Capture One sessions
We use sessions in Capture One which means each shoot carries its own file structure and can be easily copied to a drive and sent anywhere in the world. These sessions carry a very specific naming pattern to ensure we can always find the files from previous jobs.
All sessions are formatted in the same way YEAR/MONTH/DAY_Agency_Client_Job Name. This forms the basis of the archive structure. We tell Capture One to rename files on import, adding a 4-digit counter to the end of the RAW image files so files are renamed YEAR/MONTH/DAY_Agency_Client_Job Name_0001
Editing / Retouching
During import, a pre-set applies copyright metadata to all images. The initial image selection is then done by marking selected images with a 3 star in Capture One. These files will all be given basic corrections and have a grade applied to resemble the rest of my work.
3 starred files are exported as JPEGS and uploaded to an online client proofing gallery. Once the client has returned a spreadsheet with the file numbers they like, this list is ingested into Capture One and the images are marked with a 5 star. All 5 star images are given a final edit in Capture One, before being exported for any further work in Photoshop.
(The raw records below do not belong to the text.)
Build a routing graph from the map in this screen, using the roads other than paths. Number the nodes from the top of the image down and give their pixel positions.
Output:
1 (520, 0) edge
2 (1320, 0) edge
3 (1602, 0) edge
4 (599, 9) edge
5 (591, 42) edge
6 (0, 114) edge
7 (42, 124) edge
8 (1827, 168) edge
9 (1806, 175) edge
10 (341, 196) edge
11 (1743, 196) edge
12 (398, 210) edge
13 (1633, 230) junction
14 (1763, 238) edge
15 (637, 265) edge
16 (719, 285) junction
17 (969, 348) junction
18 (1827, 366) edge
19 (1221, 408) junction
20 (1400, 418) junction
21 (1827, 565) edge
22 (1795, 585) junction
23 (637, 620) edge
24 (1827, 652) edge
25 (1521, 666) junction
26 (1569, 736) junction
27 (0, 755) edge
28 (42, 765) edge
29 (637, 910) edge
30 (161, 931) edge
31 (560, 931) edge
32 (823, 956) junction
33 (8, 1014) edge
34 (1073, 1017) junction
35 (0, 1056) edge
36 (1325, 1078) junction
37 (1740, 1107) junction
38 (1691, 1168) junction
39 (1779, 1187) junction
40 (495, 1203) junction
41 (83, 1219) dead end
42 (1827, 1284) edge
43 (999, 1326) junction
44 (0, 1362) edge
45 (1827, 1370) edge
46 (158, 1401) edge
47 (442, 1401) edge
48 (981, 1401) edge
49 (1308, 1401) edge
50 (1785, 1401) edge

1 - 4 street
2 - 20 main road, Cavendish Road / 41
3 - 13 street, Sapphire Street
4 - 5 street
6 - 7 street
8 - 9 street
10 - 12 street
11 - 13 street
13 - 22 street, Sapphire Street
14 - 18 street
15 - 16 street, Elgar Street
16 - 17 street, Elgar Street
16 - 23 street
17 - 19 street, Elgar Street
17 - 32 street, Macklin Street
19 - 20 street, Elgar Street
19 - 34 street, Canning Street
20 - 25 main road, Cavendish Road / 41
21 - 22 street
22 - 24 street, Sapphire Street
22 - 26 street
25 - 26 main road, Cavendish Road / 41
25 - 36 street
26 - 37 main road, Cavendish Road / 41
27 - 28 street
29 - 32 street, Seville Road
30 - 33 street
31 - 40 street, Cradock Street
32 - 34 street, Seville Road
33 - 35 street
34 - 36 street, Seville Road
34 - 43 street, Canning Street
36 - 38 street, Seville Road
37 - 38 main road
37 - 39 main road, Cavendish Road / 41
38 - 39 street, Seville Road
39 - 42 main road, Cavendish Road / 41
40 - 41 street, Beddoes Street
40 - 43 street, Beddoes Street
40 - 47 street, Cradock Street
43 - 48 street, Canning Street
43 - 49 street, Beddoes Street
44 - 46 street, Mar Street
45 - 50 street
Any files worked on in Photoshop are saved as a layered PSD and also as a flat TIFF. The TIFFS are bought back into Capture One, which enables them to be exported in any format requested by the client.The last stage before they are ready to supply to the client and archive is to copy the final TIFFS to a separate Capture One catalogue that holds all of the finished work for easy access when putting together portfolios, working on my website and updating content on social media.
Archiving (the hardware)
Our main archive is a Synology NAS. This has the benefit being able to easily expand the amount of storage it holds. Our enclosure holds (5x) 10TB Seagate Iron Wolf drives. They are setup in a raid format, giving 25TB of storage. If one drive fails, you just remove it, put a new one in and it rebuilds itself. If you run out of drive bays you can simply connect it to another unit.
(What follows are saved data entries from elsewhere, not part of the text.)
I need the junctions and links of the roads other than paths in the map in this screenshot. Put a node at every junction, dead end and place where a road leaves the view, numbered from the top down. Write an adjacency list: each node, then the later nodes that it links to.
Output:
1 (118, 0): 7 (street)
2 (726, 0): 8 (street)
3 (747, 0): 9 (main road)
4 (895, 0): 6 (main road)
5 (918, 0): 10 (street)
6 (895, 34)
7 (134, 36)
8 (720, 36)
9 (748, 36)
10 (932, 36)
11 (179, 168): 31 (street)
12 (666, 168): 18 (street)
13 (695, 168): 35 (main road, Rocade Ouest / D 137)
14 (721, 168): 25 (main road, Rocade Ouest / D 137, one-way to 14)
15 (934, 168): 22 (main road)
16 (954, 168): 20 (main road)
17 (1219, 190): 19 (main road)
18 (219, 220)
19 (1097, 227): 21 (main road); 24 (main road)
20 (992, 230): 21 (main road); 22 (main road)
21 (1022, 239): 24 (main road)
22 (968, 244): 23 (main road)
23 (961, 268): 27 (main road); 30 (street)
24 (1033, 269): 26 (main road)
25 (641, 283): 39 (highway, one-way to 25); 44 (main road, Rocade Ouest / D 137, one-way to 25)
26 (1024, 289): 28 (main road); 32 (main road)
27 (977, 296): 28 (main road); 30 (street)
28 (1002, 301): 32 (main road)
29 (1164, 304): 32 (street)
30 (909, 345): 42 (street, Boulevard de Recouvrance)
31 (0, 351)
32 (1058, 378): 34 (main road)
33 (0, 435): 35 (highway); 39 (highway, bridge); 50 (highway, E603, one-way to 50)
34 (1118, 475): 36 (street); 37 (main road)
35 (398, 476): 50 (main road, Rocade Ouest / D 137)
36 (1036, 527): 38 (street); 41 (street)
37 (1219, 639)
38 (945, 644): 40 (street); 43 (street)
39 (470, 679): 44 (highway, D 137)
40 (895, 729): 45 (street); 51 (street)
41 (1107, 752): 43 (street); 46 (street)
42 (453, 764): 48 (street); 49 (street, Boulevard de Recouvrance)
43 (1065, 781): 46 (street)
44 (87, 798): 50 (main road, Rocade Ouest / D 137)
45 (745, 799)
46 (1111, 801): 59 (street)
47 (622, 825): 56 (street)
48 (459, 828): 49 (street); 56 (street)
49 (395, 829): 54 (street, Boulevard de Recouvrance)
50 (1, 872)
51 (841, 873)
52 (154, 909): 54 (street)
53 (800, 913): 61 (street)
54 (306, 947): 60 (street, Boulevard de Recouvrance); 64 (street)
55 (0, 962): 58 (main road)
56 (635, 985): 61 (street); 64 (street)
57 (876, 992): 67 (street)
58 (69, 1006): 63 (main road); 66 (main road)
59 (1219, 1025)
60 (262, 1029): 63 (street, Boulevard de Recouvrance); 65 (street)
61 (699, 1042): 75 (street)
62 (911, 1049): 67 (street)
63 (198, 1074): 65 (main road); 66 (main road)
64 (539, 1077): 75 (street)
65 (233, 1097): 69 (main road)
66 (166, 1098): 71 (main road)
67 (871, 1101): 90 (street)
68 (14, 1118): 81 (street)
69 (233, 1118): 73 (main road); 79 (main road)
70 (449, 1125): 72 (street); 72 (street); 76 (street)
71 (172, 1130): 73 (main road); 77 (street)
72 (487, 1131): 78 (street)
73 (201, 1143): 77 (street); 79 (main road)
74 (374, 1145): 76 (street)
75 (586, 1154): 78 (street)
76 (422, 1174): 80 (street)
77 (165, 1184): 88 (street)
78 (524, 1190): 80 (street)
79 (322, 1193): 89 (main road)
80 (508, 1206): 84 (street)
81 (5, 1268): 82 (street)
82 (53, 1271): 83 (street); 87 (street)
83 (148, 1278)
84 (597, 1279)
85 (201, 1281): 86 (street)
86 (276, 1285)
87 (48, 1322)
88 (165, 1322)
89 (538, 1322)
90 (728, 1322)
We also use Synology Cloud Station which creates your own personal Dropbox using your NAS to host all company data. This means if it is edited on one machine, it will sync across all others and important files can be accessed remotely from any machine in the world.
Archiving (the process)
When a shoot is finished with, it is copied directly to the archive and is stored in the following file format
The first step is Apple Time machine on the local Machine. The time machine drive is the server and this carries out a backup at regular periods throughout the day when the machine is in the office. This keeps all local files safe and ensures a machine can be back up and running quickly if it fails and needs re installing.
Backing up the archive
With all of our data on the server it is important to have an offsite backup. We use multiple Seagate 4TB USB 3.0 drives which are kept offsite and the latest drive is updated weekly or after every job. For each year we have multiple drives, they are titled ABU_YEAR_001.
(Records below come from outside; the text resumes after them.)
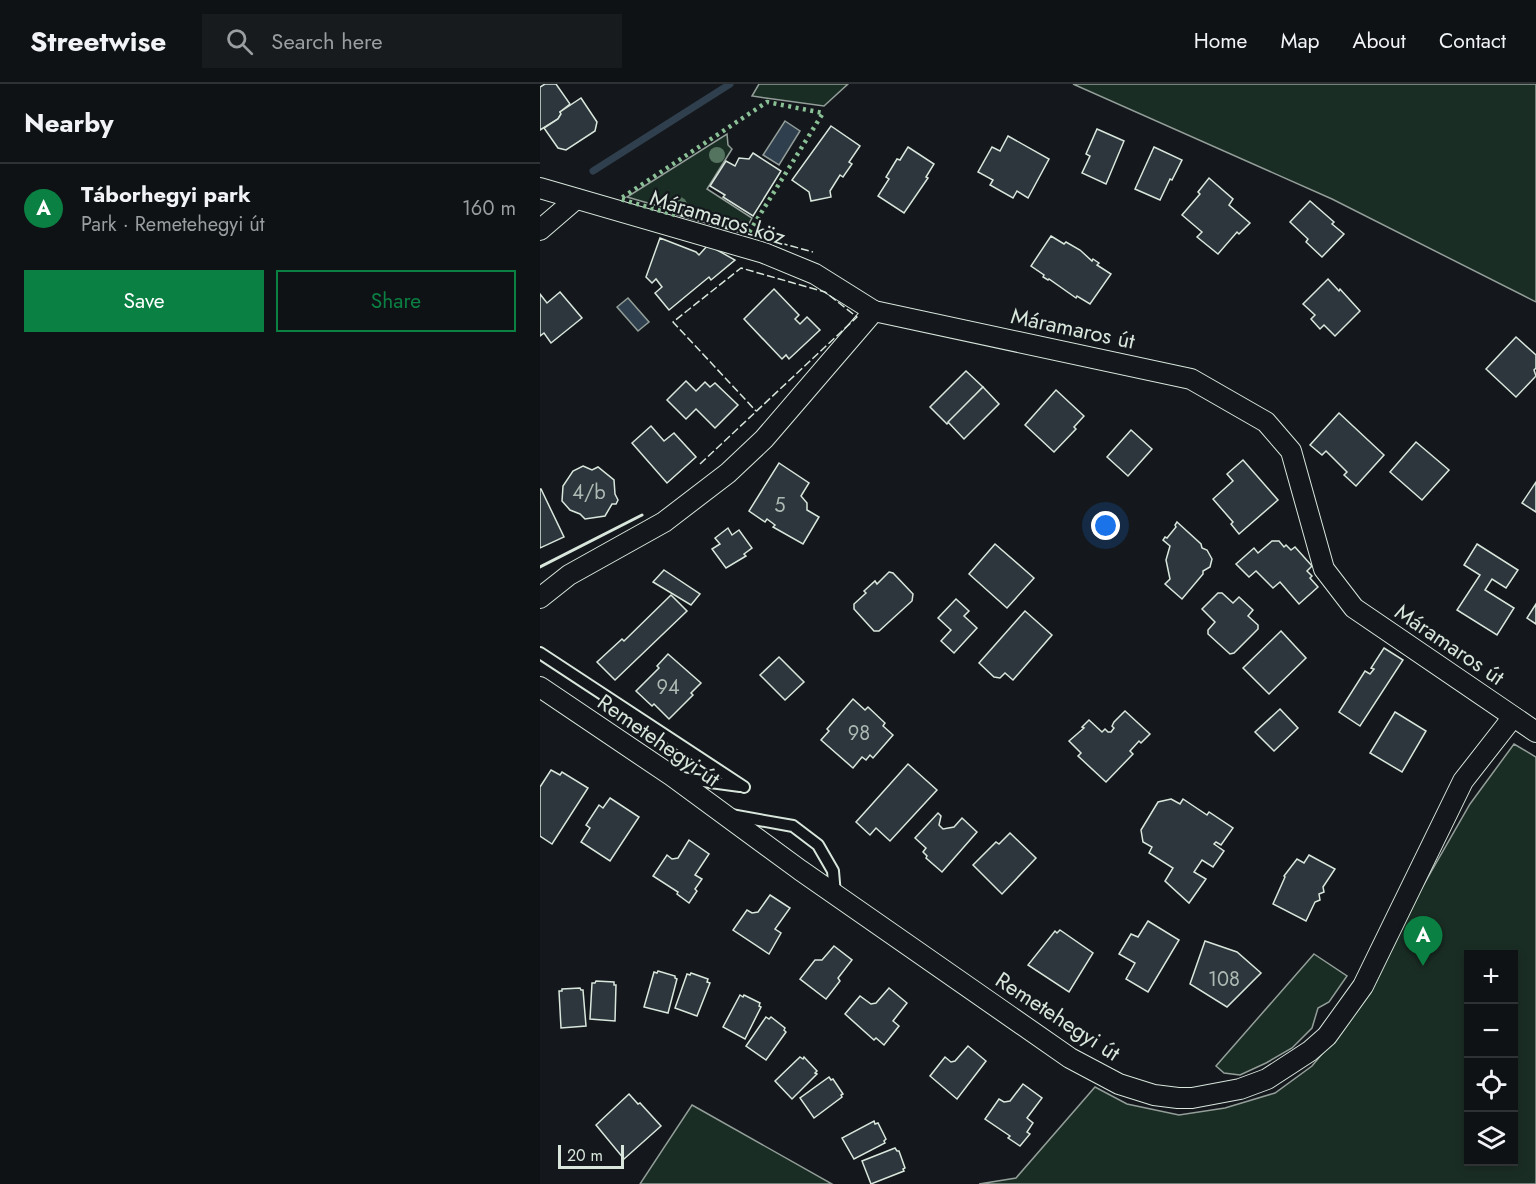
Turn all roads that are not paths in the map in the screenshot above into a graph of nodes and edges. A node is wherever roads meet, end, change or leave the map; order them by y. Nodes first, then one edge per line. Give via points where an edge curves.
1 (540, 188) edge
2 (576, 200) junction
3 (540, 230) edge
4 (874, 311) junction
5 (540, 598) edge
6 (540, 653) edge
7 (540, 687) edge
8 (1513, 717) junction
9 (1536, 732) edge
10 (672, 776) junction
11 (722, 813) junction
12 (835, 895) junction

1 - 2 street, Máramaros köz
2 - 3 street
2 - 4 street, Máramaros köz via 764,254 815,274
4 - 5 street via 764,439 728,473 664,522 569,575
4 - 8 street, Máramaros út via 1191,379 1266,422 1291,452 1324,568 1354,608
6 - 10 lane via 744,787
7 - 10 street, Remetehegyi út
8 - 9 street, Máramaros út
8 - 12 street, Remetehegyi út via 1463,781 1363,986 1327,1036 1293,1064 1240,1089 1192,1098 1154,1095 1096,1073
10 - 11 street, Remetehegyi út
11 - 12 street, Remetehegyi út
11 - 12 lane via 793,826 818,845 833,871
To make sure this process actually happens it has to be simple. By using ChronoSync you can set up rules so all you have to do is plug in the drive and click copy and it will copy the pre assigned folders to the backup drive and only update files that have changed. We have 3 root folders on the server, Photos, Video and Admin, each of these 3 folders has a separate ChronoSync rule. The same process is used on set with the field drives.
If you are not familiar with data backup, this could all seem like overkill and a lot of work, but your data is your business. If you don’t protect it properly you are gambling your reputation.
Although this our workflow there are all sorts of options that fit your situation and speciality. When it comes to workflow the time you invest in setting up something that suits you will pay you back tenfold in time saved working day to day.